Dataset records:

----

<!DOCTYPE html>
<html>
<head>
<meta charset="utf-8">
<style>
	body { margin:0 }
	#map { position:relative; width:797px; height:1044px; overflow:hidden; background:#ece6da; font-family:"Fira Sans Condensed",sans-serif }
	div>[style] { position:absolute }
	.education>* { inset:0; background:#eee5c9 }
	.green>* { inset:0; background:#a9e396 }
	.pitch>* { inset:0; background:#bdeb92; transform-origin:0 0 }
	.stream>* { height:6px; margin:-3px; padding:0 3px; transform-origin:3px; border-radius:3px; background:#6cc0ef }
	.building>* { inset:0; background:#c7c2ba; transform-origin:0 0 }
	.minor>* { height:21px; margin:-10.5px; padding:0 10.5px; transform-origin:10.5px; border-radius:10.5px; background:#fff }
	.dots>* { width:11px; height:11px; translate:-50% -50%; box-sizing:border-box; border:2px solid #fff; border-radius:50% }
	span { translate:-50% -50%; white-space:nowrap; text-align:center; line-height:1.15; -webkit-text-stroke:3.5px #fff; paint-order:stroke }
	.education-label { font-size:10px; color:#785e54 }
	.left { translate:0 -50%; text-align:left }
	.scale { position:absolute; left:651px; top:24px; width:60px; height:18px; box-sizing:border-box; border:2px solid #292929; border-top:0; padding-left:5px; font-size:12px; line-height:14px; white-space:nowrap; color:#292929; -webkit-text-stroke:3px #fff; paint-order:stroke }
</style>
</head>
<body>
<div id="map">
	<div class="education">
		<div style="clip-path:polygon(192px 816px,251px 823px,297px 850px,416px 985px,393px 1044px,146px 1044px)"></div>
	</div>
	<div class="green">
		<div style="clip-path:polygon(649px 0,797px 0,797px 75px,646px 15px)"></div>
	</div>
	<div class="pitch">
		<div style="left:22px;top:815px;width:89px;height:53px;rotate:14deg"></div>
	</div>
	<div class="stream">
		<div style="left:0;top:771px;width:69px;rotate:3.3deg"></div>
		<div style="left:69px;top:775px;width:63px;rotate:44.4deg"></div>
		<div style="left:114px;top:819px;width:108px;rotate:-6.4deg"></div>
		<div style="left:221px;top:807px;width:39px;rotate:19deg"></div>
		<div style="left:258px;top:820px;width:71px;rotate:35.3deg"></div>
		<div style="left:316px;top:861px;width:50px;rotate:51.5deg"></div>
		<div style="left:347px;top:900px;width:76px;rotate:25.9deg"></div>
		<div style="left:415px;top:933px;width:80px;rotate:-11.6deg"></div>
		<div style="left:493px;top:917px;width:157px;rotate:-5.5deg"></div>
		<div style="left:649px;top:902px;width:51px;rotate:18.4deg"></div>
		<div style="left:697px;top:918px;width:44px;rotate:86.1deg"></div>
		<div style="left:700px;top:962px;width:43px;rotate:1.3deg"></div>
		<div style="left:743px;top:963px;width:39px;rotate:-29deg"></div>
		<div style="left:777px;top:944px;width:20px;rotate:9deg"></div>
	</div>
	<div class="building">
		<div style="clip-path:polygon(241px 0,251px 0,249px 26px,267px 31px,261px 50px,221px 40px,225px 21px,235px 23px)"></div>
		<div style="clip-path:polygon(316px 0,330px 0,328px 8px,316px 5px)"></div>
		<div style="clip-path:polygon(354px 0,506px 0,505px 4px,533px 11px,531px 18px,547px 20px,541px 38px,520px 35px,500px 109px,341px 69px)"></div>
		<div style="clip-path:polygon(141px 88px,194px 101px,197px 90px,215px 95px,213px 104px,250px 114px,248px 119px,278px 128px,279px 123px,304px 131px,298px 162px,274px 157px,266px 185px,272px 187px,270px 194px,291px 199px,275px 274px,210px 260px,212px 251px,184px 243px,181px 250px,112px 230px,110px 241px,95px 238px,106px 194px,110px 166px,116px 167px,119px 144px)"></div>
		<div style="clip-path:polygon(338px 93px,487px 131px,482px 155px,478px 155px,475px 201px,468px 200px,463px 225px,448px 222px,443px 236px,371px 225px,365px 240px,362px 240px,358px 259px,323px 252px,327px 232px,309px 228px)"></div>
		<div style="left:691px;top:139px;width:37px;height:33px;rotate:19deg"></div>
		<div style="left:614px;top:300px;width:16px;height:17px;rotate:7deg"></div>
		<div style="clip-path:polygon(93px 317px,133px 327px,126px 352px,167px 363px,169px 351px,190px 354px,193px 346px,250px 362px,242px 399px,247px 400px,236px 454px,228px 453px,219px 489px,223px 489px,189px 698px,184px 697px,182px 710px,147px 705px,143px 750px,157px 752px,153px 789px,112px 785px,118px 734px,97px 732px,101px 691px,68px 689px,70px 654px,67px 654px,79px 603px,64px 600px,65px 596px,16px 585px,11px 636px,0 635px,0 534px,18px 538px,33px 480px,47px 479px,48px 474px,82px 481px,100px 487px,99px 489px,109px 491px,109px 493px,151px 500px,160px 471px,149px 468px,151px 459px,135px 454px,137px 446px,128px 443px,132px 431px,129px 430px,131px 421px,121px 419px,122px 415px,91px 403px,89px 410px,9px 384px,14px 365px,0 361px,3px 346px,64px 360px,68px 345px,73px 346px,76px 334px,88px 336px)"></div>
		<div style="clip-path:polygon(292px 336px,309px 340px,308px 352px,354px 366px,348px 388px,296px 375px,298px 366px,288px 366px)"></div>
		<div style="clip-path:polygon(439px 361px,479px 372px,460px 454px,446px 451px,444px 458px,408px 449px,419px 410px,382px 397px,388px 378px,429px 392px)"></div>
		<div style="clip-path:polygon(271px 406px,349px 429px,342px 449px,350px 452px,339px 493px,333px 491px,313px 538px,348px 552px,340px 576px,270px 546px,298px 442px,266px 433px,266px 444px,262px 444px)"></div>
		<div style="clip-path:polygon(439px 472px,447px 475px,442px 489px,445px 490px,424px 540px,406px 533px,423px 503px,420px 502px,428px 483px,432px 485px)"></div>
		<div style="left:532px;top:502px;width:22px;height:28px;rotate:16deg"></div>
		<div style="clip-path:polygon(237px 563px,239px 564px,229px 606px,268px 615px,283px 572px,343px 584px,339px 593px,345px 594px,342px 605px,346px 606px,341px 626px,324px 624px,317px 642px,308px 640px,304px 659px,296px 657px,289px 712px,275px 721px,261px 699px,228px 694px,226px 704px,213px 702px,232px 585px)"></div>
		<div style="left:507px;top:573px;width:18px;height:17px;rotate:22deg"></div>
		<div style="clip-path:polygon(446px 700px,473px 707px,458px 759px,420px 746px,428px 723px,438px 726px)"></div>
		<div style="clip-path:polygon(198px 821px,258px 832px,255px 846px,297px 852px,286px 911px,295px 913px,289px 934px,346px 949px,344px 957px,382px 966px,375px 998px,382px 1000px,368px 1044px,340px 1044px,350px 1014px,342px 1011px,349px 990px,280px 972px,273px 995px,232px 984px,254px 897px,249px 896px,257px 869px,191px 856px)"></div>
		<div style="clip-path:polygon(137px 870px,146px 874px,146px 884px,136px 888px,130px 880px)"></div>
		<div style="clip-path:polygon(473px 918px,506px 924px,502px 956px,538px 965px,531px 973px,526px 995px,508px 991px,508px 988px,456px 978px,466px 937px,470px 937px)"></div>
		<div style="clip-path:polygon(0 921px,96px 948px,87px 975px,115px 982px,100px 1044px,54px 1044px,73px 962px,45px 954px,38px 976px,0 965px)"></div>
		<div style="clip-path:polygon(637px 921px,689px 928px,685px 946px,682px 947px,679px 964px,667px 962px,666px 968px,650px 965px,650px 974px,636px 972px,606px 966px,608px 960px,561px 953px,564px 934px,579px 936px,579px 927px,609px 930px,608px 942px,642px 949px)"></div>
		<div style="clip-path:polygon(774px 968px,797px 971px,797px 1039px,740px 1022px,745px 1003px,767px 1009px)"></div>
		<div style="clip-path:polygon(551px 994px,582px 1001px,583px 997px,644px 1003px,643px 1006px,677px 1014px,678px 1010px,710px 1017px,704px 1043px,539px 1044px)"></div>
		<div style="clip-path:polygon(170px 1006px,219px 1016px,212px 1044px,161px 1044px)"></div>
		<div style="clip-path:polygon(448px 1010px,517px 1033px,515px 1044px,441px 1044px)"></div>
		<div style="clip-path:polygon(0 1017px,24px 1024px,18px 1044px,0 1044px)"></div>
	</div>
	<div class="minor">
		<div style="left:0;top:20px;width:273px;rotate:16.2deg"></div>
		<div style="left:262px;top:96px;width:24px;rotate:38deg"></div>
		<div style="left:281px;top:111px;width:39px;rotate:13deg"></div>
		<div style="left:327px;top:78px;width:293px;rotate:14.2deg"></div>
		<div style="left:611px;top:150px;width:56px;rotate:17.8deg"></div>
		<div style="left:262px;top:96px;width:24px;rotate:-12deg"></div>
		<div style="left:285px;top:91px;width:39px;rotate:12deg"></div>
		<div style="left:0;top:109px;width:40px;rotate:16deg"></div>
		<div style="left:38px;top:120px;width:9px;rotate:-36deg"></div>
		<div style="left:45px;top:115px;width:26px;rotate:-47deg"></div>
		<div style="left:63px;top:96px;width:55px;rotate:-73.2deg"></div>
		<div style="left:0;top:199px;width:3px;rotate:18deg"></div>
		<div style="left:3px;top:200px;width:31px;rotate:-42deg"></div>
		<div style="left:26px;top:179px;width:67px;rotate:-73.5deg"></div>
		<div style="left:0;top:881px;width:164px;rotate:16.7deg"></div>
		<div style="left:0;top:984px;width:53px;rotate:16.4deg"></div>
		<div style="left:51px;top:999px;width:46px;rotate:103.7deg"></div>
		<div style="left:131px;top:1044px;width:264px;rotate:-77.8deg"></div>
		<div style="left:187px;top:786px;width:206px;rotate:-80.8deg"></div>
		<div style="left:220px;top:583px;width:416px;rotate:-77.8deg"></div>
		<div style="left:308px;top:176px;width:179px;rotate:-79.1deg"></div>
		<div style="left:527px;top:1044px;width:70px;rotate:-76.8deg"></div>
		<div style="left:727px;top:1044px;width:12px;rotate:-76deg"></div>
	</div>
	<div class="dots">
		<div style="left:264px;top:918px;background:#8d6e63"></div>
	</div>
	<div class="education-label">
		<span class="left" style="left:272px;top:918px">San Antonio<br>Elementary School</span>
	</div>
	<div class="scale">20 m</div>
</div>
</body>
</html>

----

■ Problem to solve
Copy out the data above word for word, starting at its first line and ending with the line that contains "height:6px; margin:-3px; padding:0".

■ Task solution
<!DOCTYPE html>
<html>
<head>
<meta charset="utf-8">
<style>
	body { margin:0 }
	#map { position:relative; width:797px; height:1044px; overflow:hidden; background:#ece6da; font-family:"Fira Sans Condensed",sans-serif }
	div>[style] { position:absolute }
	.education>* { inset:0; background:#eee5c9 }
	.green>* { inset:0; background:#a9e396 }
	.pitch>* { inset:0; background:#bdeb92; transform-origin:0 0 }
	.stream>* { height:6px; margin:-3px; padding:0 3px; transform-origin:3px; border-radius:3px; background:#6cc0ef }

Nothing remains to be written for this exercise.